▸ **Task prompt**: Please return every record exactly as written, leaving out the pictures.
[Source information — start]
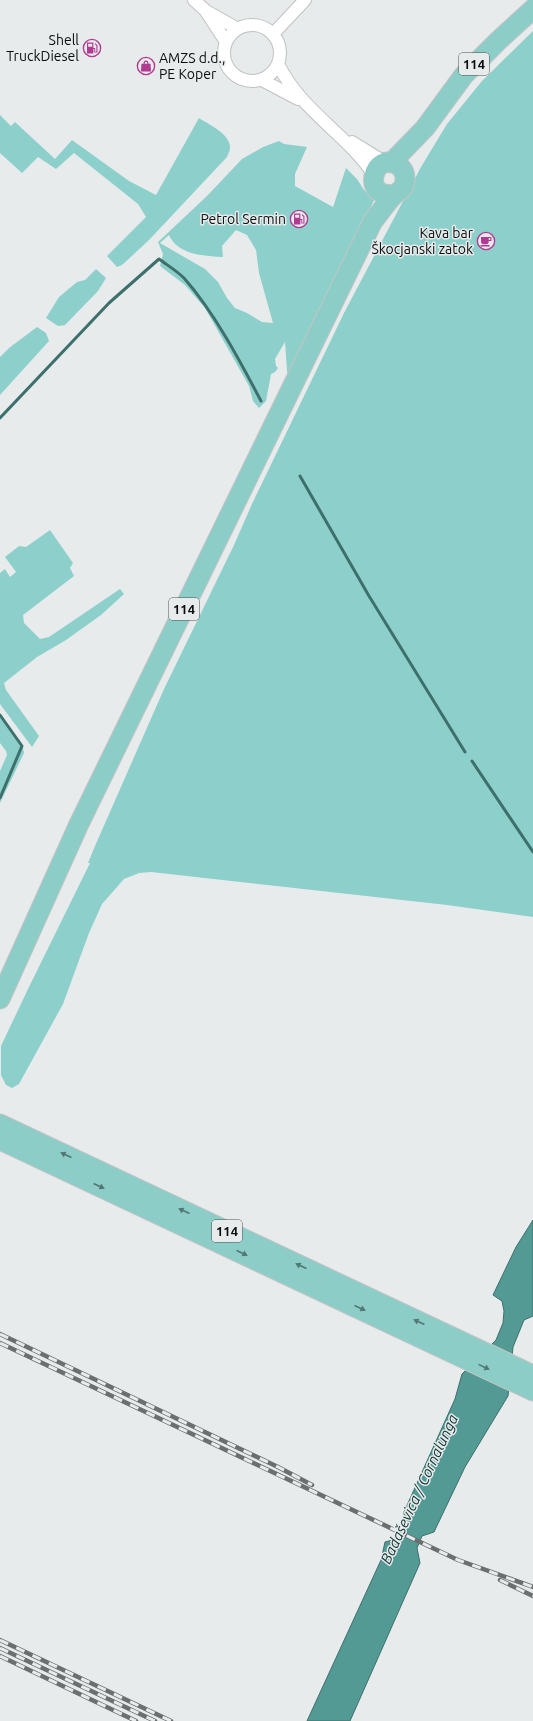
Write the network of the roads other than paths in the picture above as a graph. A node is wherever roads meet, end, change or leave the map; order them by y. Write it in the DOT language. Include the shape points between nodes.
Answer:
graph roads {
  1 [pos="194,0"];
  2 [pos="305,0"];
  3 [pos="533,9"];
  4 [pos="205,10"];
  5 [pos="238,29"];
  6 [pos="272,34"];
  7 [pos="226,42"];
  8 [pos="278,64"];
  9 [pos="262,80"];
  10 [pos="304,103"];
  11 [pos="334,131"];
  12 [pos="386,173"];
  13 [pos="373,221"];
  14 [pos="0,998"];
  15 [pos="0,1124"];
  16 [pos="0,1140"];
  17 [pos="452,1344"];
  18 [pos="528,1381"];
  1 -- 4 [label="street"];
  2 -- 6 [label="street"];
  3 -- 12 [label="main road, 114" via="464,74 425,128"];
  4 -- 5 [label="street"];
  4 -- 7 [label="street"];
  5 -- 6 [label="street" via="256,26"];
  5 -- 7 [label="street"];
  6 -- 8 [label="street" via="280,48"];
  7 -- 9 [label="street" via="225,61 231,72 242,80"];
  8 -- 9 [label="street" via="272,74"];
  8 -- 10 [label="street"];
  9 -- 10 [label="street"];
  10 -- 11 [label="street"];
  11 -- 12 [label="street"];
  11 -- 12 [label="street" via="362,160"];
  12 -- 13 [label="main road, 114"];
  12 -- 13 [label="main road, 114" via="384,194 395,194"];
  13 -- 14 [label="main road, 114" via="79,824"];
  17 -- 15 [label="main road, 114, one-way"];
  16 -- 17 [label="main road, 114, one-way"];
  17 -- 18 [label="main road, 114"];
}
[Source information — finish]
▸ **Written answer**:
Write the network of the roads other than paths in the picture above as a graph. A node is wherever roads meet, end, change or leave the map; order them by y. Write it in the DOT language. Include the shape points between nodes.
Answer:
graph roads {
  1 [pos="194,0"];
  2 [pos="305,0"];
  3 [pos="533,9"];
  4 [pos="205,10"];
  5 [pos="238,29"];
  6 [pos="272,34"];
  7 [pos="226,42"];
  8 [pos="278,64"];
  9 [pos="262,80"];
  10 [pos="304,103"];
  11 [pos="334,131"];
  12 [pos="386,173"];
  13 [pos="373,221"];
  14 [pos="0,998"];
  15 [pos="0,1124"];
  16 [pos="0,1140"];
  17 [pos="452,1344"];
  18 [pos="528,1381"];
  1 -- 4 [label="street"];
  2 -- 6 [label="street"];
  3 -- 12 [label="main road, 114" via="464,74 425,128"];
  4 -- 5 [label="street"];
  4 -- 7 [label="street"];
  5 -- 6 [label="street" via="256,26"];
  5 -- 7 [label="street"];
  6 -- 8 [label="street" via="280,48"];
  7 -- 9 [label="street" via="225,61 231,72 242,80"];
  8 -- 9 [label="street" via="272,74"];
  8 -- 10 [label="street"];
  9 -- 10 [label="street"];
  10 -- 11 [label="street"];
  11 -- 12 [label="street"];
  11 -- 12 [label="street" via="362,160"];
  12 -- 13 [label="main road, 114"];
  12 -- 13 [label="main road, 114" via="384,194 395,194"];
  13 -- 14 [label="main road, 114" via="79,824"];
  17 -- 15 [label="main road, 114, one-way"];
  16 -- 17 [label="main road, 114, one-way"];
  17 -- 18 [label="main road, 114"];
}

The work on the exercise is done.